Feature

In interviews with hundreds of Alaskan teenagers, psychologist Judith Kleinfeld, EdD, noticed a big difference in how boys and girls viewed their futures. Most of the girls planned to attend college and had specific career goals. Most of the boys said they weren't planning on college and seemed perplexed about possible careers.

"So many of them just seemed lost," says Kleinfeld, a gender researcher and professor at the University of Alaska, Fairbanks. She noticed a particularly worrisome trend among teenage boys who had sisters.

"We got this common scenario of the 'smart sister' and the 'slacker boy,'" she says. "Very often, it seemed, the girl of the family feels responsible to fulfill the parents' expectations, and the boy just withdraws from the competition."

The lack of engagement Kleinfeld found in her research is occurring throughout the United States, particularly among minorities and lower- to- middle-income families: Boys are trailing girls academically and attending college less frequently. According to National Center for Education Statistics data, for example, for every 100 women who earn bachelors degrees, only 73 men earn one.

Kleinfeld is working to get boys back in the game through the Boys Project, a national coalition of researchers, educators, journalists, education policy experts, health-care professionals and parents she formed in 2006 to help boys reach their potential. Its work is funded by its members and the University of Alaska, Fairbanks.

Kleinfeld, the mother of three grown children (two boys, one girl), says her group is focusing national attention on this achievement gap and its causes, which they attribute to multiple factors, such as a dearth of positive role models for boys and schools poorly adapted to boys' energy and interests. "Schools have become very girl-friendly," she says. "But it's not a see-saw. We can design schooling where both boys and girls do well."

A boy's life

Research shows that boys tend to lag a year and a half behind girls in reading and writing. Kleinfeld's group believes that difference has much to do with teachers failing to hook boys on reading and writing early on. Female teachers--still the majority--tend to assign books they loved as children, such as "Little House on the Prairie," rather than the adventure novels boys favor, she adds. Teachers also favor girls because, as research has shown, they tend to follow school rules better than boys do.

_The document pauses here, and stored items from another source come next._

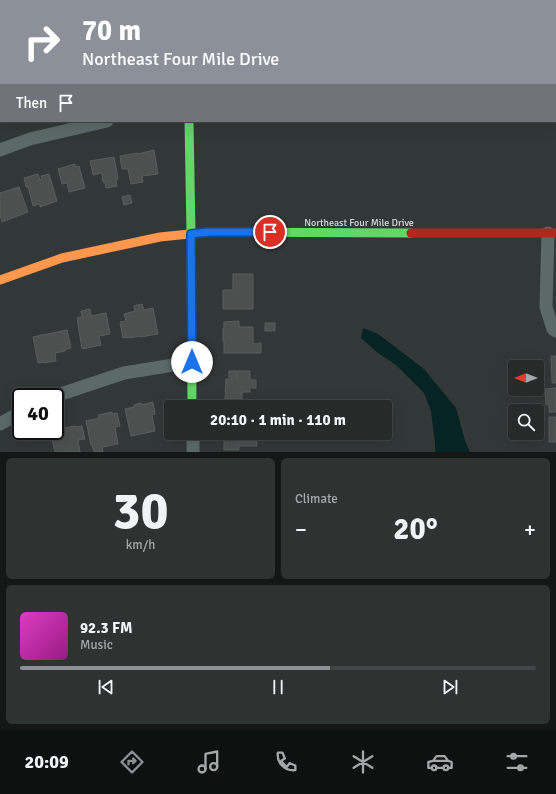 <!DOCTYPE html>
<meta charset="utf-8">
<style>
:root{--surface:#262a29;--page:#2e3231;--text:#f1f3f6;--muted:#a4a7a8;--line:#424646;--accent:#8c9099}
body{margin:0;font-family:Signika,sans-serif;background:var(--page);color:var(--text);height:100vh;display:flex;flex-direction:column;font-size:15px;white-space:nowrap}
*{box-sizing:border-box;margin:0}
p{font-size:13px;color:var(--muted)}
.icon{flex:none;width:22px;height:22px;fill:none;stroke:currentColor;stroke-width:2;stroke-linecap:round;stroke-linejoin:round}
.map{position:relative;height:452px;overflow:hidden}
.details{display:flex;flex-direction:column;gap:6px;padding:6px;background:#151717;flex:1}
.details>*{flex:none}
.guide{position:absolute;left:0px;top:0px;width:556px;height:122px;box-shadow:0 4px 16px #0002,0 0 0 1px var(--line);background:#8c9099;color:#fff;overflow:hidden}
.needle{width:26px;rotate:270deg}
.tools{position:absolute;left:508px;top:360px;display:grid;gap:8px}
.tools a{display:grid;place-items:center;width:36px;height:36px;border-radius:4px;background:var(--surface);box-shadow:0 4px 16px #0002,0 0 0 1px var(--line);font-size:20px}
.speed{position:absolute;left:12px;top:388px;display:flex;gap:8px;font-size:20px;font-weight:700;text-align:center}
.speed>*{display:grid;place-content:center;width:52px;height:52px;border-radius:50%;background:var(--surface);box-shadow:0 4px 16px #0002,0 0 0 1px var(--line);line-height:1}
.speed .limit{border:2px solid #111;border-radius:6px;background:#fff;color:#111}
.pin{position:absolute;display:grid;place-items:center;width:34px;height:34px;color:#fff;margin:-17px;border:2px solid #fff;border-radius:50%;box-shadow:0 1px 4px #0007}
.me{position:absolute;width:44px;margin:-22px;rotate:0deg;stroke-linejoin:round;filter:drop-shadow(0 0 3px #0008)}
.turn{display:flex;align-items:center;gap:14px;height:84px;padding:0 16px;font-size:18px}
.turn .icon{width:52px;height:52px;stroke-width:2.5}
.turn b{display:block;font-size:28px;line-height:34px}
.then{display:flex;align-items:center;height:38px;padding:0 16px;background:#0003;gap:8px;font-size:15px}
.big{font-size:30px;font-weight:700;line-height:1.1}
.details .tile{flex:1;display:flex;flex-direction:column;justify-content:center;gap:6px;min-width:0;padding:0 14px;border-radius:6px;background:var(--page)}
.details .dial{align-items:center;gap:0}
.dial b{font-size:52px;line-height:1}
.song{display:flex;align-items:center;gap:12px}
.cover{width:48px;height:48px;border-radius:6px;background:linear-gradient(135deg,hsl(310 70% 55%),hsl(310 70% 35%))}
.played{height:4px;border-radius:2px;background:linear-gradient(90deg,var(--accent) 60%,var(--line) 60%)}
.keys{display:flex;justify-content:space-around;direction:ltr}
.heat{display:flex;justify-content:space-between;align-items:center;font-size:22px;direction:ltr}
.details .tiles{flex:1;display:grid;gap:6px;grid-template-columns:1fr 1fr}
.tile:last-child{grid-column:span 2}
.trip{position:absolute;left:164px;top:400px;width:228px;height:40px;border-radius:4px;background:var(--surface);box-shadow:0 4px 16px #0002,0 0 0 1px var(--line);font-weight:700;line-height:40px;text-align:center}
.menu{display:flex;height:64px;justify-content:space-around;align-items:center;background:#0f1110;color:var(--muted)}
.menu .icon{width:28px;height:28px}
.menu .selected{color:var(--accent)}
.menu b{font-size:18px;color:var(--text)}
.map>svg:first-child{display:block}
</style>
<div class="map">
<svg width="556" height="452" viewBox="0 0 556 452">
<rect width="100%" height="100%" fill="#323837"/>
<polygon fill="#052423" points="363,328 378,334 424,369 456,408 465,441 470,452 435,452 435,443 431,411 424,393 396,365 378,353 361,338"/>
<g fill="#4c5150" stroke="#595e5d">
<polygon points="154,150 158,174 142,176 143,182 131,184 128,169 122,169 120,156 138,153 138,154"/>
<polygon points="114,157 118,179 116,180 117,186 106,188 105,182 103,182 102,173 93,175 90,161"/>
<polygon points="75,164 75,167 79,166 85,188 69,192 67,183 62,184 58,169"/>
<polygon points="38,174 40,180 42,179 41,176 49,174 57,201 40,207 40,204 33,206 28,187 26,187 24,178"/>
<polygon points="19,187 28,212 2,222 0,215 0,193"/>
<polygon points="130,195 132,203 124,205 122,197"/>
<polygon points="233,274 253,274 253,309 223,309 223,290 233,290"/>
<polygon points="142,304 144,310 153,308 158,334 140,337 140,336 129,338 129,337 123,338 120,322 126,321 124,314 135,311 134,306"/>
<polygon points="90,309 91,316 106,313 110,334 99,336 101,345 82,349 77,318 82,317 81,311"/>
<polygon points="239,321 239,327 253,327 253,344 261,343 261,353 224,353 224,341 223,341 223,328 224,328 224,322"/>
<rect x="265" y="323" width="10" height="8"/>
<polygon points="67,330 71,348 65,350 65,351 55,353 56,361 44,363 44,362 38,363 33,337"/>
<polygon points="551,356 556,356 556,383 552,383"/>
<polygon points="229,371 236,371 236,377 237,377 237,371 250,371 250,380 256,380 256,388 250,388 250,392 242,392 242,399 225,399 226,379 232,379 232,377 229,377"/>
<polygon points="556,388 556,412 549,412 549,405 546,405 545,389"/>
<polygon points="153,402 155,414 152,415 155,431 131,436 125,409 134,407 134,405 141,403 141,405"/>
<polygon points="112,412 112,414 117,413 120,426 115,427 118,444 102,447 103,452 94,452 92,445 91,445 86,421 99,418 98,415"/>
<rect x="549" y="417" width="7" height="25"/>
<polygon points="76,426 77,427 82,426 85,439 78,440 80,452 55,452 51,434 63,432 63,428"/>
<polygon points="224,433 256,433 257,446 239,446 239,450 224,450"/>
</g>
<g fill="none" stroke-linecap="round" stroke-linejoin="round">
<g stroke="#5b6a69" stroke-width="13">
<polyline points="239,1 240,0"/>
<polyline points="0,150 30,139 107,121"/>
<polyline points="548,233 546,307 553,329 556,331"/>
<polyline points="52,397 124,373 192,362"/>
<polyline points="0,424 21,412"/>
<polyline points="193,433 193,452"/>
</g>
<g stroke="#63d668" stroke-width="9">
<polyline points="189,121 191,233 192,407"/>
<polyline points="220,232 411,233"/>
</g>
<polyline stroke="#ff974d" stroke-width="9" points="0,280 62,258 160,237 209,232 220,232"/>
<polyline stroke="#b3261e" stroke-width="9" points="411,233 556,233"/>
</g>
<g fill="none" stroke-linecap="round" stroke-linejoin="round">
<g stroke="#114b97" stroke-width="10">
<polyline id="route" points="192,362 191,234 209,232 270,232"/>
</g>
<use href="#route" stroke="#1a73e8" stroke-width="7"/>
</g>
<g text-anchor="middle" stroke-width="4" stroke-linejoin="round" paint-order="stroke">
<g font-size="10" fill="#d6dcdb" stroke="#303a39">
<text x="359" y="226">Northeast Four Mile Drive</text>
</g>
</g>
</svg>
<div class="tools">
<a><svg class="needle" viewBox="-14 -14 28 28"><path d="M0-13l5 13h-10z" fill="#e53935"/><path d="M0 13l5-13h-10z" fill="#a4a7a8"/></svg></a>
<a><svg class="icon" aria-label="search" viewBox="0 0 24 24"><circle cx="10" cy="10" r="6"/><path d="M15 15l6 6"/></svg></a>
</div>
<div class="speed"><div class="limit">40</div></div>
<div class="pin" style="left:270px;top:232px;background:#d93025"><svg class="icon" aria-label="arrive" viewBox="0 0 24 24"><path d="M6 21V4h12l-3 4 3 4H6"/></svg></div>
<svg class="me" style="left:192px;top:362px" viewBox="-20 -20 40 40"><circle r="19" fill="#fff"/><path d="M0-13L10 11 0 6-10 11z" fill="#1a73e8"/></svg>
<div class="trip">20:10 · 1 min · 110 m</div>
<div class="guide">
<div class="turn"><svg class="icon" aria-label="right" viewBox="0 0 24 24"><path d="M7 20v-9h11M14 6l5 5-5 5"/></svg><div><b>70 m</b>Northeast Four Mile Drive</div></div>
<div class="then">Then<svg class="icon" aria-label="arrive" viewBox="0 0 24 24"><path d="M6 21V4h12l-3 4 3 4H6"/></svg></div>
</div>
</div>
<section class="details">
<div class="tiles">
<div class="tile dial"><b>30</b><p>km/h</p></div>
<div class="tile"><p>Climate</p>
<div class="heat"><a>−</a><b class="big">20°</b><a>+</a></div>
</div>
<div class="tile">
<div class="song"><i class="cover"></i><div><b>92.3 FM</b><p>Music</p></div></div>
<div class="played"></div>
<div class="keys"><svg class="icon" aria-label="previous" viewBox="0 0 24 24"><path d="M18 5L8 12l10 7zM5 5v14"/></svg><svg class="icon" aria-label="pause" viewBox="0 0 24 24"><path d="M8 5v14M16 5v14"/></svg><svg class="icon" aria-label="next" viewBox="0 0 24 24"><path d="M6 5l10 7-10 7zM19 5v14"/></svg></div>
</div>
</div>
</section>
<nav class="menu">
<b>20:09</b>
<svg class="icon selected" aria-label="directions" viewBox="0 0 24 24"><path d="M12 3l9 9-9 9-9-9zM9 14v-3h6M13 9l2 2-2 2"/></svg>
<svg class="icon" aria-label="music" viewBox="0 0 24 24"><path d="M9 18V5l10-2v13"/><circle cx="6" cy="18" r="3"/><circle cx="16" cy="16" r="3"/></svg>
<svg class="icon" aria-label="phone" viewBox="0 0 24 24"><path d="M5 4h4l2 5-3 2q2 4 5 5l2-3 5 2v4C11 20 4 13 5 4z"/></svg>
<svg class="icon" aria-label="climate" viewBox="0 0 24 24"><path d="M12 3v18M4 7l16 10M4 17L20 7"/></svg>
<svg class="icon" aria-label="car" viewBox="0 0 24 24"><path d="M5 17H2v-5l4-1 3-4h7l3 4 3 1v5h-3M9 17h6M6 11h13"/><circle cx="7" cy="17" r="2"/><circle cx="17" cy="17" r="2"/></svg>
<svg class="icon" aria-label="filters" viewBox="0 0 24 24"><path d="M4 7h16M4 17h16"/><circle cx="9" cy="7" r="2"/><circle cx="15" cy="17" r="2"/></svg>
</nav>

"Boys tend to go off on their own track and do original and creative work, but the grading system in schools emphasizes neatness and whether students get their homework in on time," says Kleinfeld.

Most schools also don't emphasize enough the active play that research shows is key to boys' development in particular, says Kleinfeld. In fact, many discourage it, frequently punishing boys for what was once considered "rough and tumble" play, which research shows has a key role in the development of boys' motor and social interaction skills, she says. The result? Many boys develop negative attitudes toward school, she says.

In addition, boys are more likely to be prescribed Ritalin for attention-deficit disorders despite unknowns of how it effects their brains, says Kleinfeld. And, she points out, popular culture helps undermine boys with images of lazy, dumb men (think Homer Simpson).

"Boys are the last group you can make fun of," says Kleinfeld. "Boys are internalizing these attitudes."

Male bonding

Mentoring programs are one way to combat these negative stereotypes and boost school performance, The Boys Project is finding. One such program, called Band of Brothers, is the brainchild of Boys Project board member Jonathan Shepard, assistant principal of Sycamore Elementary School in Fort Worth, Texas. He recruits men from the community to serve as mentors for boys who are withdrawn or are having emotional or academic troubles.

Volunteer mentors--who undergo thorough background checks before they're selected--have lunch with their mentees to hash out such topics as school frustrations, academic goals and problems the boys might be having. The mentors focus on confidence building and behavior modeling by swapping stories and talking about honesty, humility and leadership.

Shepard encourages these volunteers to meet with the boys in the school's gym and science lab for bonding activities--two favorites are constructing "marshmallow launchers" and group dodgeball--because the boys open up when they are happily active.

"Boys will talk your ear off when they are doing something, and they will be as quiet as a mouse when they are required to just sit and talk," says Shepard, the father of two boys, ages 8 and 10.

Since he launched the program four years ago, 100 boys have participated and are faring better for it: Participants' grades have gone up, school absences are down, and the boys are noticeably more engaged in school.

"Parents and teachers make comments like, 'I have never heard him laugh so much or like that before,'" Shepard says.

Beyond mentoring programs, parents can help steer their boys down the right path by simply reading with them every night and spending time with them--dads especially, Kleinfeld says. The Boys Project is working to drive this point home with parents and partnering with schools to help teachers better engage boys. A next step may include working more closely with universities' schools of education, so that teachers are better trained to help boys from the start.

Helping boys succeed helps girls, too, Kleinfeld points out. Tomorrow's successful women will be on the lookout for men who are as happy with what they've accomplished as they are.

"With boys not going to college as frequently or earning as much, these girls are going to have a hard time finding a partner that has comparable goals or interests," says Kleinfeld. "This has occurred for a long time in the African-American community, and now it's spreading to other groups."